On average, we have around 50 unique SKUs per box, all of which come with certain constraints. For example, you don’t want to put a tomato at the bottom of a box and then put a tin of beans on top, because that’s probably going to squish the tomato. The warehouse optimization algorithm takes all of these types of things into account to ensure we’re picking and packing items as efficiently as we can.

What we’re really focusing on is how to close the customer journey loop:

This is to ensure that what a customer is having at home, the recipes that they’re picking, and the ratings that’re giving these recipes are actually affecting the experience that you’re getting of us as a whole.

Tightening and closing this circle really allows us to focus on providing our customers with a service that is as personalized as possible.

Personalization

Below is what personalization for our customers looks like:

At the top, we have collections like Family Friendly and Quick & Easy. Our customers want to land on a page that is specifically tailored to them so they can see what we think they will enjoy. Some people love scrolling through pictures of food – but not everyone. And because a lot of our users are so busy, it’s important for us to provide a condensed list of recipes that customers can choose from so they can efficiently make meaningful choices.

Personalization is important not only on the website, but in every communication touchpoint. This includes the CRM, so that we can send recipes and information to people that are actually going to be useful.

We also have default customers, which are people who have a subscription but haven’t yet chosen their recipes. These customers automatically get allocated recipes, which doesn’t work well for everyone. And when customers are happy with their allocated choice, they show better retention.
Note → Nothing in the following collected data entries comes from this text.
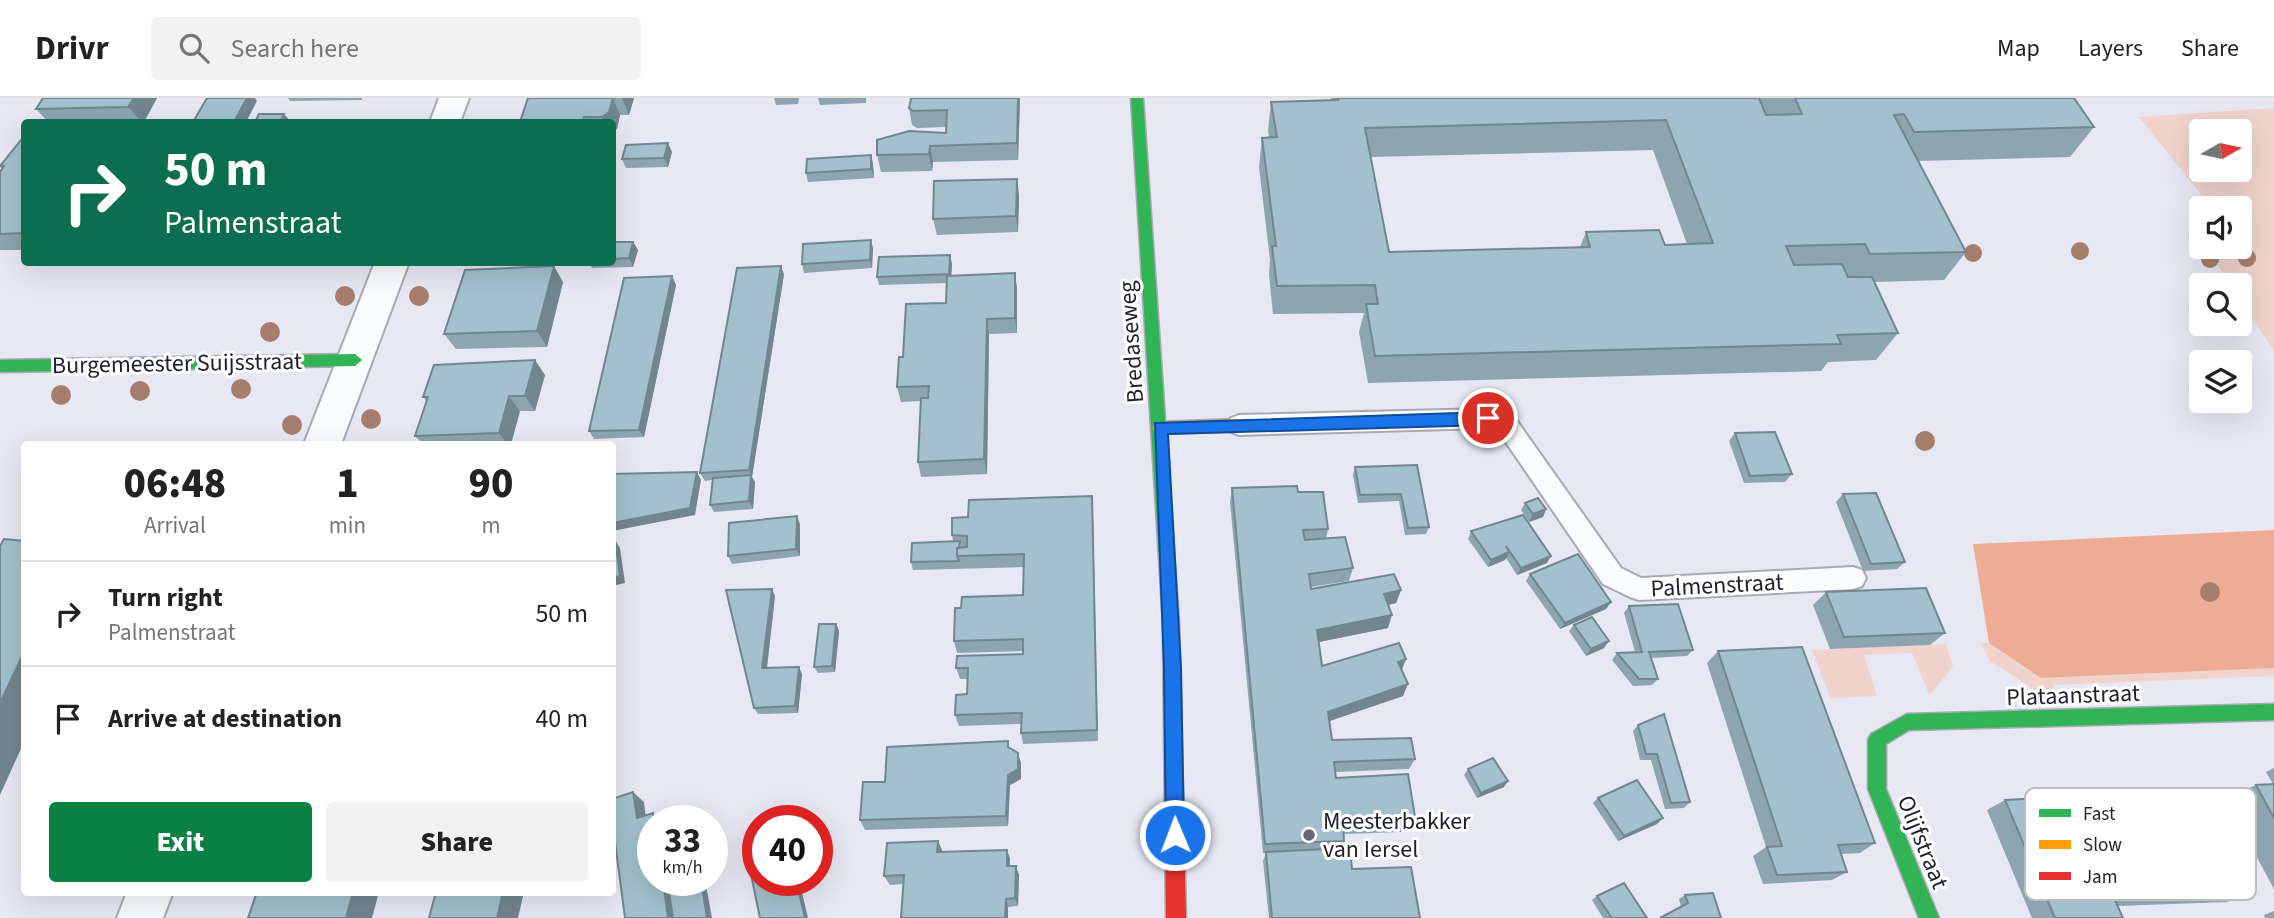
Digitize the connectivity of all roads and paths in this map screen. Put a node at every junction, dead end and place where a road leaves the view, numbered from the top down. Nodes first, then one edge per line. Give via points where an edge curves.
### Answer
1 (454, 98) edge
2 (1137, 98) edge
3 (446, 119) edge
4 (390, 266) edge
5 (355, 359) junction
6 (0, 366) edge
7 (1239, 425) joint
8 (1160, 428) junction
9 (323, 441) edge
10 (1853, 578) dead end
11 (2274, 712) edge
12 (1877, 740) joint
13 (148, 896) edge
14 (140, 918) edge
15 (1176, 918) edge
16 (1929, 918) edge

1 - 3 street
2 - 8 street, Bredaseweg
4 - 5 street
5 - 6 street, Burgemeester Suijsstraat
5 - 9 street
7 - 8 street, Palmenstraat
7 - 10 lane, Palmenstraat via 1488,418 1509,428 1612,576 1639,589
8 - 15 street, Bredaseweg via 1173,668
11 - 12 street, Plataanstraat via 1907,722
12 - 16 street, Olijfstraat via 1877,789
13 - 14 street

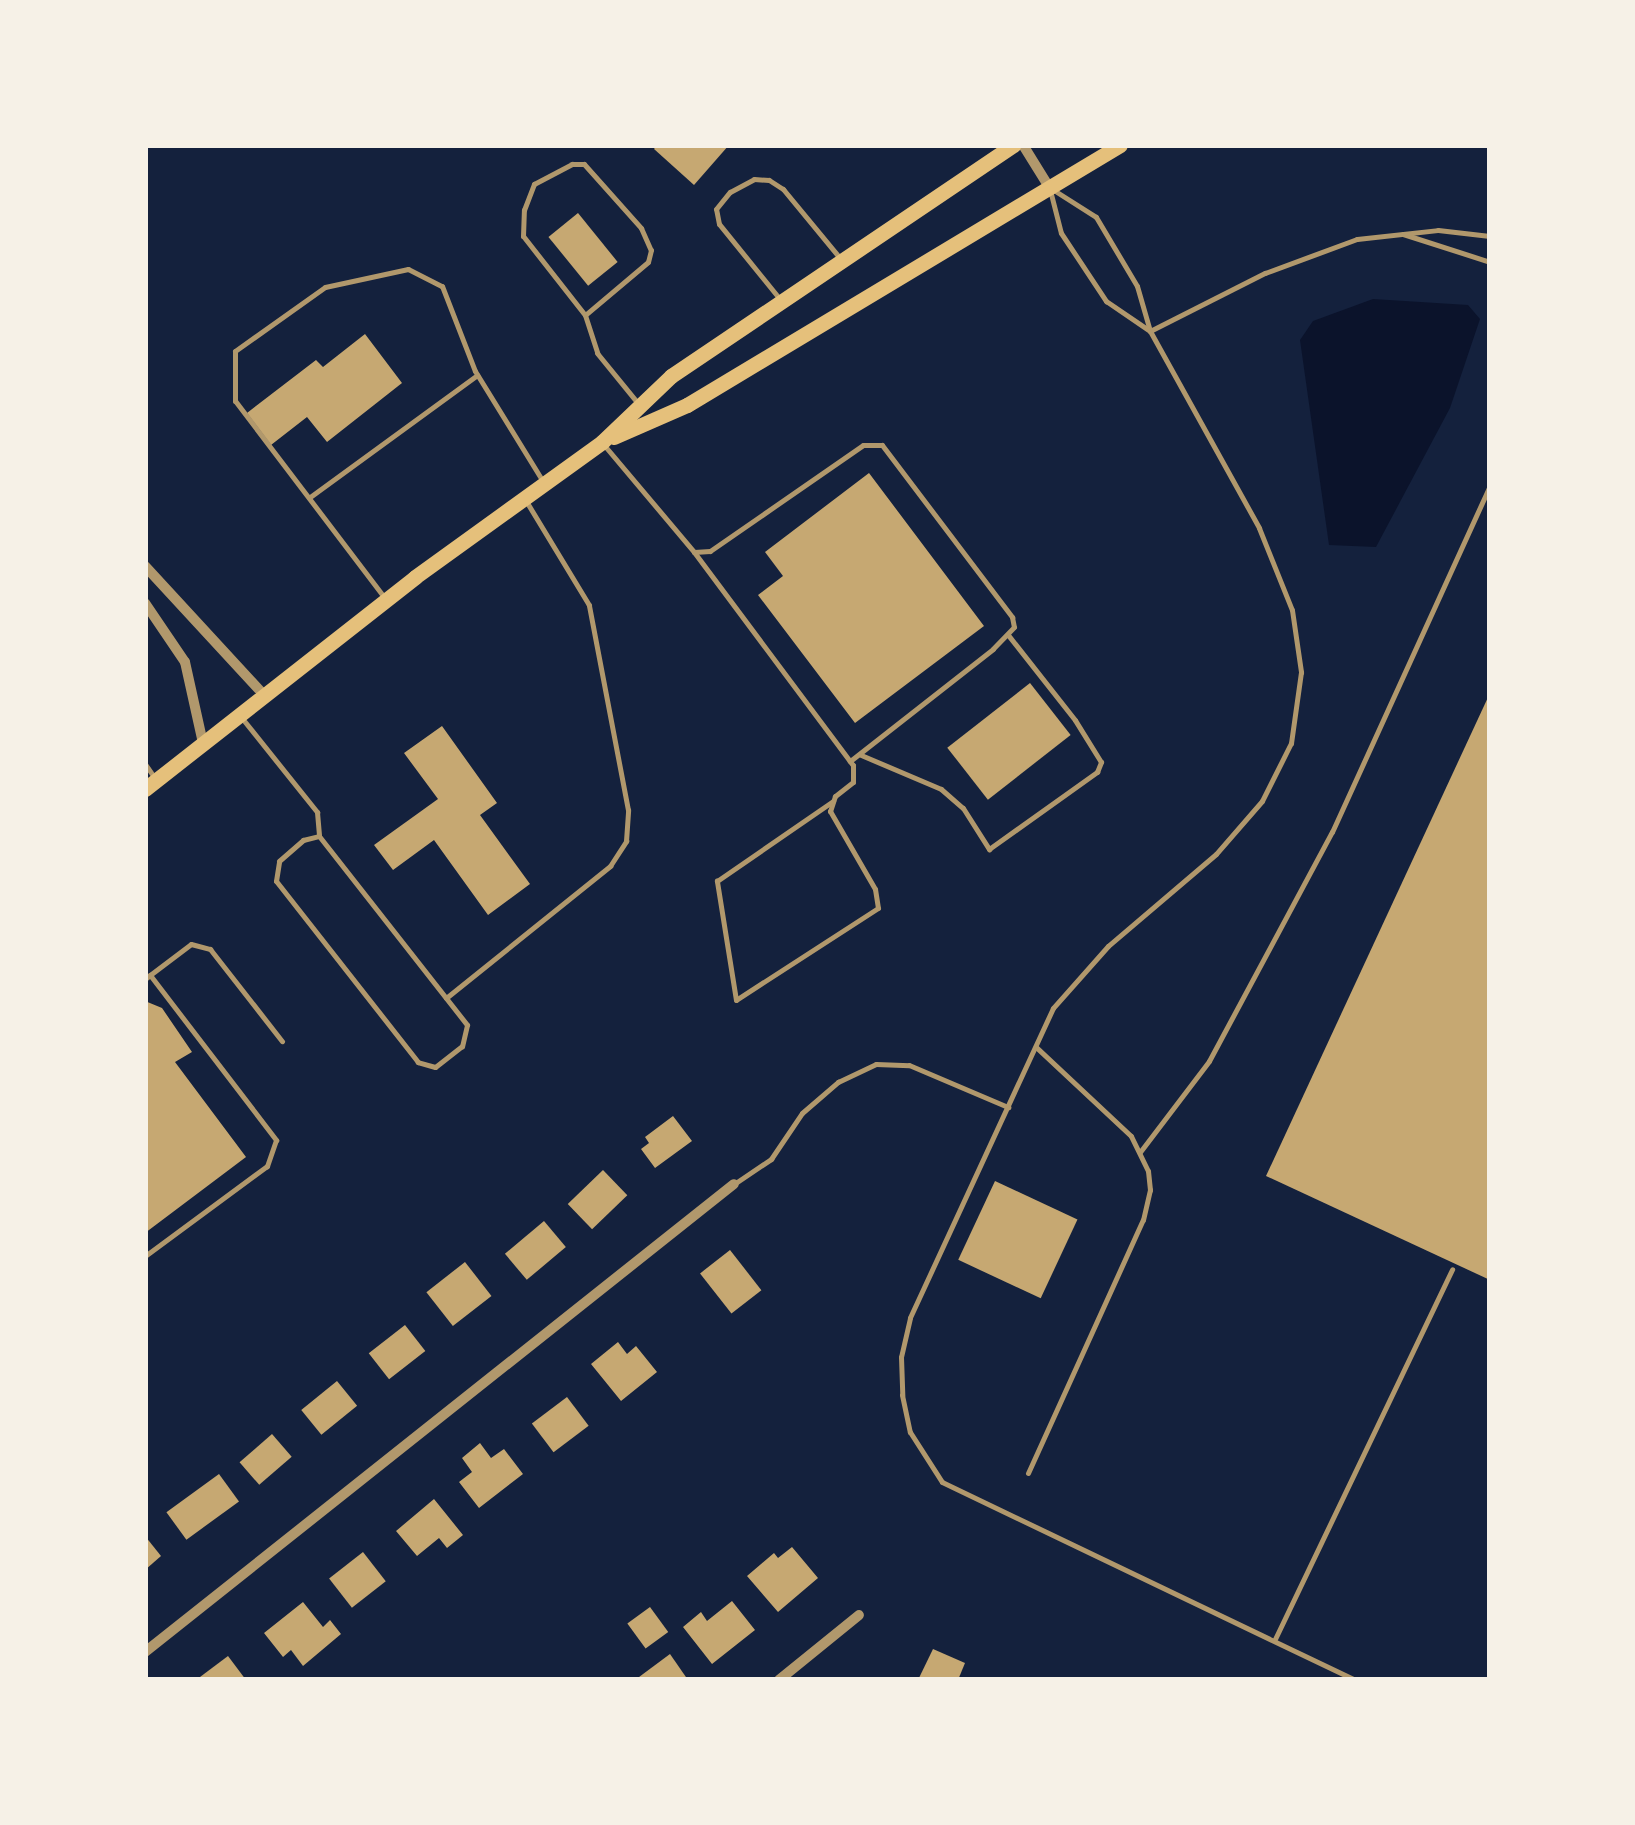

This makes providing personalized recipes a win-win: Our customers can save time and get the recipes they want, and we can retain our customers and grow our business.

Personalization… it’s involved in the merchandising, it’s involved in how we sell you our service, but obviously, recommending recipes is a huge part of it.

Recommendation Engines

We have two kinds of recommendation engines: collaborative filtering and content-based filtering.

Collaborative Filtering

Let’s start with collaborative filtering, which is based on providing product recommendations based on what similar users like. Consider the below example:

Watch Irene Iriarte-Carretero's presentation on mapping ontologies in graphs for personalization.

We have Mark, our graph superhero, who ordered sea bass, Italian chicken and prawn linguine. We also have Emil, who has only ordered two dishes so far, the linguine and sea bass. Because these customers are fairly similar in their recipe preferences, we recommend to Emil the same third dish Mark has ordered: Italian chicken.

Collaborative filtering has several pros. For each recommendation, there are several data points. While our above example was based on similarities between two users, normally you have clusters of users that provide data points that are helpful for providing recommendations.

However, there are also several cons. The first is the concept of a “cold start,” which refers to the struggle recommendation engines face when they are dealing with a new user because there is no information available about them. Sparsity is another issue, because while we have a huge collection of recipes, a user can’t pick them all – so each user will have only interacted with a few of those recipes.

Content-Based Filtering

The following example is for content-based filtering, which is based on the similarity between items. In this case, we are comparing similarities between recipes:

Here we have Emil, who has previously ordered the prawn linguine. There’s another recipe on the menu this week that’s pasta-based; since the two recipes are relatively similar, we’re going to recommend the new pasta dish to him as well.

The big advantage in this type of filtering is that we avoid the “cold start” problem. We don’t need to rely on information about the user because we’re relying on recipe attributes to make the recommendation. Whereas in collaborative filtering, if that recipe has never been ordered, we don’t yet have enough information to recommend it.

On the con side, we’re not really sharing much information across users, which means there may be more subtle user behavior we’re missing.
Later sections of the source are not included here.